Because Walk With Israel isn’t just a celebration, it’s a shield. It turns apartheid into heritage. It turns ethnic cleansing into “diaspora pride.” And it gives politicians a safe place to endorse genocide and war crimes while posing for photo ops.
This is a Canadian problem. Not just because it happens here, but because it’s funded here. Canada is one of the largest foreign donors to Israeli charities, with Jewish Canadian institutions raising over $100 million for Israel in just the first two weeks of the Gaza assault.
That money helps fund the military. It helps fund the settlements. It helps keep the genocide going. And it’s raised by the same community institutions that organize Walk With Israel.

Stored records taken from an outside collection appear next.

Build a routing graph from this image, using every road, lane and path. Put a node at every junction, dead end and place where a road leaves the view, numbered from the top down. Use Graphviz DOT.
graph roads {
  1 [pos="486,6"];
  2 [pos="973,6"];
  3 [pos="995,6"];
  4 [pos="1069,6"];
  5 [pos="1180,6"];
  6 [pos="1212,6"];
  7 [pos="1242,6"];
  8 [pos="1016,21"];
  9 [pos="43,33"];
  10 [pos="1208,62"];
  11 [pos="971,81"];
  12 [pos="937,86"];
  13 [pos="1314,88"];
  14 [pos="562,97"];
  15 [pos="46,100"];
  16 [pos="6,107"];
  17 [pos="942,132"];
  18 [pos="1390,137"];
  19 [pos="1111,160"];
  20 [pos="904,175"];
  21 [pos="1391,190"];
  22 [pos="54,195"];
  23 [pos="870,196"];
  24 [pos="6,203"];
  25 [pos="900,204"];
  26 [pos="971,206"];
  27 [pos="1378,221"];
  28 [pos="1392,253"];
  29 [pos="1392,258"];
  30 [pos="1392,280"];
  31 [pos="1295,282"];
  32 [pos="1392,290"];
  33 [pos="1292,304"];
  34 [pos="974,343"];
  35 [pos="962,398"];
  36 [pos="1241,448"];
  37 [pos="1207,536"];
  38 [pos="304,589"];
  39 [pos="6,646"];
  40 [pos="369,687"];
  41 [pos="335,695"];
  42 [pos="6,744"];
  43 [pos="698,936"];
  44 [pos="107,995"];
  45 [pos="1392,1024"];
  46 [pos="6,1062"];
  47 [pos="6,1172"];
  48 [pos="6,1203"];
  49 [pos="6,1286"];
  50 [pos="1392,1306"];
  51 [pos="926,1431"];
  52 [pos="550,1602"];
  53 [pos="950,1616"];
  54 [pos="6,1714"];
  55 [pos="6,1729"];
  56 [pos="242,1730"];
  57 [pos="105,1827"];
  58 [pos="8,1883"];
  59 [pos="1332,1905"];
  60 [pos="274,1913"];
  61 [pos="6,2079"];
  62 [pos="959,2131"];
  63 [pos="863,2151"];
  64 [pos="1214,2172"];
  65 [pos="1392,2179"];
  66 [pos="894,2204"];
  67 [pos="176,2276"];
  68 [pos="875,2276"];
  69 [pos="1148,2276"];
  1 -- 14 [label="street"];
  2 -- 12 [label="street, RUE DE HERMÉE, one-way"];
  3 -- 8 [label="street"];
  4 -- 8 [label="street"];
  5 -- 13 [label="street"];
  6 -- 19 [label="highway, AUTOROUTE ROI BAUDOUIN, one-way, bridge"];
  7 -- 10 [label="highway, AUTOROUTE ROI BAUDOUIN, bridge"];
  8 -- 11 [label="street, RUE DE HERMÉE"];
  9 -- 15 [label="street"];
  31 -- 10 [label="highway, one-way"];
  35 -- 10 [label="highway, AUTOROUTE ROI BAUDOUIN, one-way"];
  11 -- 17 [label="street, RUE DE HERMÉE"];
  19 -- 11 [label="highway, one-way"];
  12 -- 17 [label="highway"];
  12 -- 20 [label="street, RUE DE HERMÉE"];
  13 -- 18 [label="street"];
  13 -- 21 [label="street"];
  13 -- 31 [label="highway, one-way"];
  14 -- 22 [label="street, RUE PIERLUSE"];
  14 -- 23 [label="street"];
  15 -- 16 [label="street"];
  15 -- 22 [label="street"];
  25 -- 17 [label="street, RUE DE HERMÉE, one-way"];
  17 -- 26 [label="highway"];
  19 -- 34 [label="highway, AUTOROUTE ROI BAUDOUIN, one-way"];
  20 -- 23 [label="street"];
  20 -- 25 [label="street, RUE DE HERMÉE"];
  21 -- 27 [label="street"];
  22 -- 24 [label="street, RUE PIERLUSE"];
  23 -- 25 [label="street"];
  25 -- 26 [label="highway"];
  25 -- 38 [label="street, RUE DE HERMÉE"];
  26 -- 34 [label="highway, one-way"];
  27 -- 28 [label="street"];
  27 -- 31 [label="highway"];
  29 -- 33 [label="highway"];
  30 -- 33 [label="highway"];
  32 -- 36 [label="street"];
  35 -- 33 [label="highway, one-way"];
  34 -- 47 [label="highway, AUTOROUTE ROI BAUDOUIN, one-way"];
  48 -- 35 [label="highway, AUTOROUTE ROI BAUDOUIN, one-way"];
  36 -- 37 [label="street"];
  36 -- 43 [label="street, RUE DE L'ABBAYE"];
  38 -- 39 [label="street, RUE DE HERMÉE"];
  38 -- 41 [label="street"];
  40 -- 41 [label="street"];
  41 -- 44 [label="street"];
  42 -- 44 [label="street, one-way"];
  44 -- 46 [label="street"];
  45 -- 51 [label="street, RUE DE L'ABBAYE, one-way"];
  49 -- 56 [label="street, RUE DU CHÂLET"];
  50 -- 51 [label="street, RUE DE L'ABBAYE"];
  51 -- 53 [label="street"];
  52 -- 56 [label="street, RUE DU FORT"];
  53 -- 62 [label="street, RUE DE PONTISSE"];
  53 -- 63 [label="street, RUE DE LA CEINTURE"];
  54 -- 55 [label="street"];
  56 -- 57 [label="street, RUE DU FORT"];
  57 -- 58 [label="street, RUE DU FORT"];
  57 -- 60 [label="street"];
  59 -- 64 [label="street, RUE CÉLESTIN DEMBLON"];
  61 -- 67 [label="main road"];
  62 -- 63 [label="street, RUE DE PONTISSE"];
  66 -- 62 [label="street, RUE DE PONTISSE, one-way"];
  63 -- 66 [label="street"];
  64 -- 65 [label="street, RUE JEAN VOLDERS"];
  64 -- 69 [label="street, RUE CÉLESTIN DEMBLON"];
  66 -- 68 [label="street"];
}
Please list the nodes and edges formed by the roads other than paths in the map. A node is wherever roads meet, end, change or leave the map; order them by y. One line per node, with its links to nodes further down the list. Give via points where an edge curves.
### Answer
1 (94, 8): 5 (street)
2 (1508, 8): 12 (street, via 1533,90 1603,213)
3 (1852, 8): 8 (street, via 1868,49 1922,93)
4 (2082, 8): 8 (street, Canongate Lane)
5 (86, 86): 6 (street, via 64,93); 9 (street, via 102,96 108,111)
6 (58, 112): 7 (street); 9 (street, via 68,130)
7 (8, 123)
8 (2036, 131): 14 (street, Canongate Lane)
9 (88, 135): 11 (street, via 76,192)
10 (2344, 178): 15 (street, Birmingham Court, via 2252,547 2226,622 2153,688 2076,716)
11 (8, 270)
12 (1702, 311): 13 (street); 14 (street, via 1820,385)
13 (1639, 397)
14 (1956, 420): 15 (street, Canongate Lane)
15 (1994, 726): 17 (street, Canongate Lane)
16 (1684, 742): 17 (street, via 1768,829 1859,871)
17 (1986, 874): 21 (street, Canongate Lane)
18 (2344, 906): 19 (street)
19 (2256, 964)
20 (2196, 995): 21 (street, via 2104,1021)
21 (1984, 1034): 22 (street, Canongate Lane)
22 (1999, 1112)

That’s not an abstract connection. It’s a pipeline. Donations, lobbying, rallies, and public pressure are all part of the infrastructure of support for Israel in this country. These aren’t fringe actors.
These are major community federations, legacy media figures, political parties, and donors with access to power. And when you see that many of the same people and organizations who condemn any protest outside a synagogue as “hate speech” are also organizing this march for a settler-colonial ethnostate, the hypocrisy is impossible to ignore.
There is a double standard in how political expression is policed in Canada. In 2019, Toronto City Council moved to investigate the Al-Quds Day rally for “potential hate speech.”
The motion explicitly asked police to review placards, pamphlets, even clothing, to find possible violations.
The rally was nonviolent. The only “threat” it posed was against the apartheid regime of Israel, and that threat was merely symbolic, a simple Palestinian-led protest against the occupation of Jerusalem – criminalized by the state.
But Walk With Israel? That gets police escorts, funding, corporate sponsorships, and the mayor’s blessing.
Even though it’s timed to celebrate the same military conquest that sparked the Al-Quds protest in the first place. When Palestinians resist, it’s hate. When Israel colonizes, it’s culture.
That’s how colonialism functions in liberal societies. The oppressed are criminalized for speaking out. The occupiers are normalized, even celebrated, for what they do.
This is about power.
And Walk With Israel is a public expression of who has it, and who doesn’t.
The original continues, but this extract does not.